Barthelme's "The School"

I think the most effective element Barthelme employs in this work is the narrator’s voice and tone. The teacher, our narrator, refuses at any point to fully commit to any one thought or opinion, repeatedly using ellipses and such phrases as “you know,” refusing to give us anything concrete. While we certainly would not refer to this form of recounting and story-telling as objective, we nevertheless do feel as though we are getting a relatively genuine viewpoint. At no point in the reading did I feel like he was skewing the facts for any reason; I believed what I was being told. Instead of seeing these deaths as tragic, or deserved, or horrific, or any of the other countless emotions that could be applied, the narrator is instead simply jaded. We feel that, unlike his students, he has experienced enough death to see this string of fatalities as an existential coincidence. Were he not forced to deal with death in the sense that his students look to him to help them understand, his tone could have just as well been used to describe the weather or the daily grind of rush hour. Though we may accuse our narrator of being apathetic, at no point do we find him to be untrustworthy.

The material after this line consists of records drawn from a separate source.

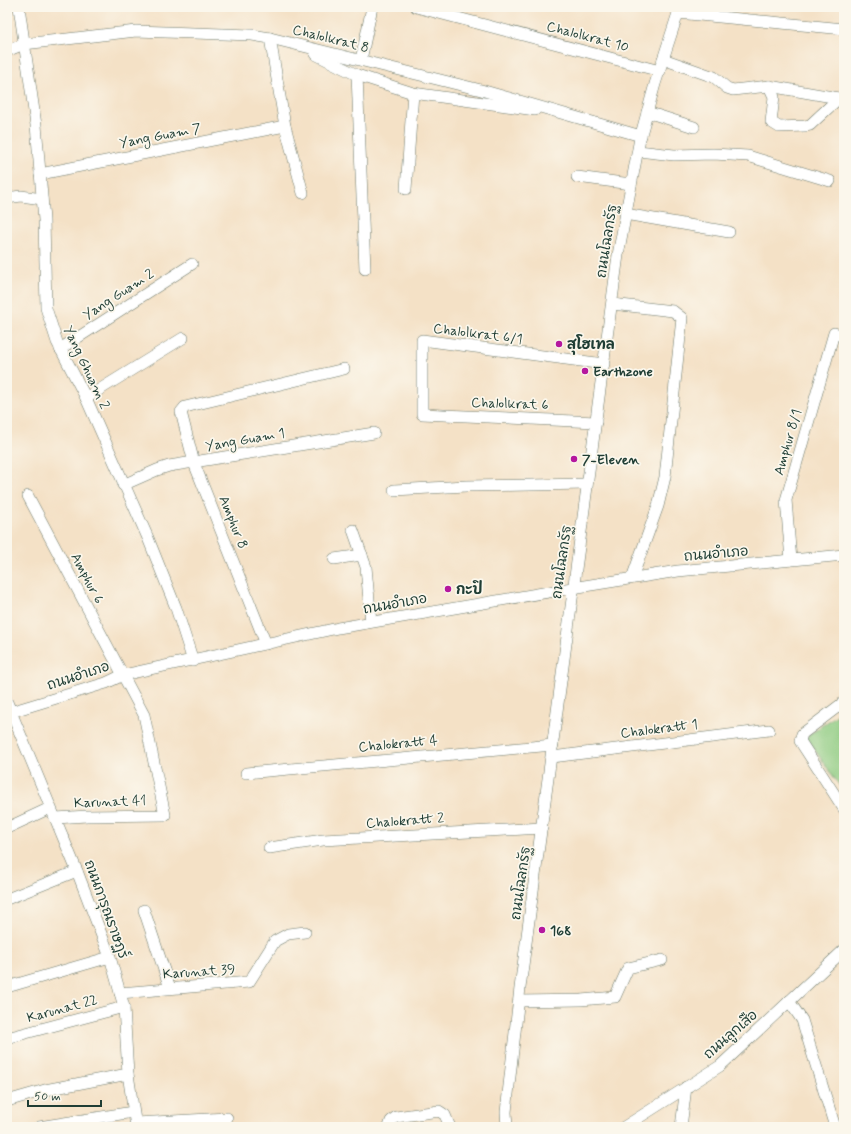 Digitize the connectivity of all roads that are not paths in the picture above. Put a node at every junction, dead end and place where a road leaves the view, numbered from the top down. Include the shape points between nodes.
1 (19, 7) edge
2 (372, 7) edge
3 (416, 7) edge
4 (679, 10) edge
5 (844, 29) edge
6 (270, 38) junction
7 (24, 44) junction
8 (304, 47) junction
9 (7, 51) edge
10 (663, 59) junction
11 (361, 60) junction
12 (660, 71) junction
13 (357, 75) junction
14 (769, 86) junction
15 (413, 92) junction
16 (842, 99) edge
17 (552, 111) junction
18 (647, 112) junction
19 (285, 126) junction
20 (694, 127) dead end
21 (641, 136) junction
22 (638, 151) junction
23 (40, 174) junction
24 (577, 177) dead end
25 (830, 181) dead end
26 (631, 184) junction
27 (406, 189) dead end
28 (303, 193) dead end
29 (7, 198) edge
30 (42, 199) junction
31 (625, 214) junction
32 (729, 232) dead end
33 (192, 264) dead end
34 (365, 269) dead end
35 (612, 304) junction
36 (839, 335) edge
37 (183, 338) dead end
38 (60, 349) junction
39 (604, 364) junction
40 (344, 369) dead end
41 (86, 398) junction
42 (422, 414) joint
43 (596, 422) junction
44 (374, 433) dead end
45 (194, 463) junction
46 (587, 484) junction
47 (123, 485) junction
48 (394, 490) dead end
49 (28, 496) dead end
50 (352, 530) dead end
51 (362, 555) junction
52 (844, 555) edge
53 (334, 559) dead end
54 (791, 560) junction
55 (632, 578) junction
56 (572, 588) junction
57 (371, 622) junction
58 (266, 644) junction
59 (193, 661) junction
60 (123, 675) junction
61 (844, 702) edge
62 (9, 709) edge
63 (769, 730) dead end
64 (553, 745) junction
65 (552, 756) junction
66 (246, 773) dead end
67 (50, 808) junction
68 (844, 809) edge
69 (165, 815) joint
70 (56, 818) junction
71 (7, 828) edge
72 (542, 828) junction
73 (270, 848) dead end
74 (77, 871) junction
75 (7, 899) edge
76 (144, 910) dead end
77 (305, 932) dead end
78 (844, 950) edge
79 (110, 957) junction
80 (662, 960) dead end
81 (7, 987) edge
82 (170, 988) junction
83 (120, 992) junction
84 (520, 1001) junction
85 (789, 1001) junction
86 (124, 1007) junction
87 (7, 1038) edge
88 (128, 1074) junction
89 (686, 1087) junction
90 (7, 1100) edge
91 (829, 1109) junction
92 (133, 1112) junction
93 (227, 1118) dead end
94 (136, 1125) edge
95 (39, 1127) edge
96 (389, 1127) edge
97 (450, 1127) edge
98 (507, 1127) edge
99 (624, 1127) edge
100 (681, 1127) edge
101 (827, 1127) edge
102 (834, 1127) edge

1 - 7 street, Yang Ghuam 2
2 - 11 street
3 - 12 street, Chalolkrat 10
4 - 5 street
4 - 10 street, ถนนโฉลกรัฐ
6 - 7 street, Chalolkrat 8 via 252,35 136,31
6 - 8 street, Chalolkrat 8
6 - 19 street
7 - 9 street, Chalolkrat 8
7 - 23 street, Yang Ghuam 2 via 36,125
8 - 11 street, Chalolkrat 8
8 - 13 street
10 - 12 street, ถนนโฉลกรัฐ
10 - 14 street via 714,77 732,90
11 - 17 street, Chalolkrat 8
12 - 18 street, ถนนโฉลกรัฐ
13 - 15 street
13 - 34 street
14 - 16 street
14 - 16 street via 774,97 771,122 779,127 810,125
15 - 17 street via 524,110
15 - 27 street
17 - 21 street, Chalolkrat 8
18 - 20 street
18 - 21 street, ถนนโฉลกรัฐ
19 - 23 street, Yang Guam 7
19 - 28 street
21 - 22 street, ถนนโฉลกรัฐ
22 - 25 street via 674,155 748,156
22 - 26 street, ถนนโฉลกรัฐ
23 - 30 street, Yang Ghuam 2
24 - 26 street
26 - 31 street, ถนนโฉลกรัฐ
29 - 30 street via 21,196
30 - 38 street, Yang Ghuam 2 via 46,308
31 - 32 street
31 - 35 street, ถนนโฉลกรัฐ
33 - 38 street, Yang Guam 2
35 - 39 street, ถนนโฉลกรัฐ
35 - 55 street via 674,311 681,316 682,322 665,477 658,506
36 - 54 street, Amphur 8/1 via 786,500
37 - 41 street
38 - 41 street, Yang Ghuam 2
39 - 42 street, Chalolkrat 6/1 via 422,340
39 - 43 street, ถนนโฉลกรัฐ
40 - 45 street, Amphur 8 via 185,406 181,410 181,417
41 - 47 street, Yang Ghuam 2
42 - 43 street, Chalolkrat 6
43 - 46 street, ถนนโฉลกรัฐ
44 - 45 street, Yang Guam 1
45 - 47 street, Yang Guam 1 via 164,468
45 - 58 street, Amphur 8
46 - 48 street
46 - 56 street, ถนนโฉลกรัฐ
47 - 59 street, Yang Ghuam 2 via 176,608
49 - 60 street, Amphur 6
50 - 51 street
51 - 53 street
51 - 57 street via 366,567
52 - 54 street, ถนนอำเภอ
54 - 55 street, ถนนอำเภอ
55 - 56 street, ถนนอำเภอ
56 - 57 street, ถนนอำเภอ
56 - 64 street, ถนนโฉลกรัฐ
57 - 58 street, ถนนอำเภอ
58 - 59 street, ถนนอำเภอ
59 - 60 street, ถนนอำเภอ
60 - 62 street, ถนนอำเภอ via 106,683
60 - 69 street, Amphur 6 via 146,721
61 - 68 street via 802,734 800,741
62 - 67 street, ถนนการุณราษฏร์
63 - 65 street, Chalokratt 1
64 - 65 street, ถนนโฉลกรัฐ
64 - 66 street, Chalokratt 4
65 - 72 street, ถนนโฉลกรัฐ
67 - 70 street, ถนนการุณราษฏร์
67 - 71 street
69 - 70 street, Karunat 41
70 - 74 street, ถนนการุณราษฏร์
72 - 73 street, Chalokratt 2 via 323,840
72 - 84 street, ถนนโฉลกรัฐ
74 - 75 street
74 - 79 street, ถนนการุณราษฏร์
76 - 82 street
77 - 82 street, Karunat 39 via 288,934 275,941 249,982
78 - 85 street, ถนนลูกเสือ
79 - 81 street
79 - 83 street, ถนนการุณราษฏร์
80 - 84 street via 628,968 615,997
82 - 83 street, Karunat 39
83 - 86 street, ถนนการุณราษฏร์
84 - 98 street, ถนนโฉลกรัฐ via 506,1112
85 - 89 street, ถนนลูกเสือ via 720,1066
85 - 91 street via 802,1020
86 - 87 street, Karunat 22
86 - 88 street, ถนนการุณราษฏร์
88 - 90 street
88 - 92 street, ถนนการุณราษฏร์
89 - 99 street, ถนนลูกเสือ
89 - 100 street
91 - 101 street
91 - 102 street
92 - 94 street, ถนนการุณราษฏร์
92 - 95 street
93 - 94 street
96 - 97 street via 396,1117 438,1111 445,1115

I would almost describe this form of narration as stream of consciousness. This is obviously not true in the strictest sense; it does not feel like one never-ending rant full of random one-liners and observations. However, I feel like so much death has occurred that the teacher has in some sense checked out, not wanting to deal with it anymore. He has allowed his brain to turn on and observe, but he refuses to engage it. As I have already said, this gives us a genuine view of the happenings of the story. It also conjures a vivid-yet-dreamlike image of the story, one in which I can completely buy school children talking like English and philosophy grad students, the narrator’s orphaned thoughts embodied in them despite their respective ages and maturity levels. The same goes for the gerbil arriving. In the narrator’s mind, it makes no difference whether or not it knocks on doors and walks in like a Disney character.

I am sure that in some ways the teacher is the epitome of the unreliable narrator. The argument could be made that he is indeed so scarred by death that he is seeing and hearing things that are not really there. However, as a reader, I took the noncommittal narration to be a brilliant tool that allowed me to experience things objectively, albeit through the narrator’s eyes.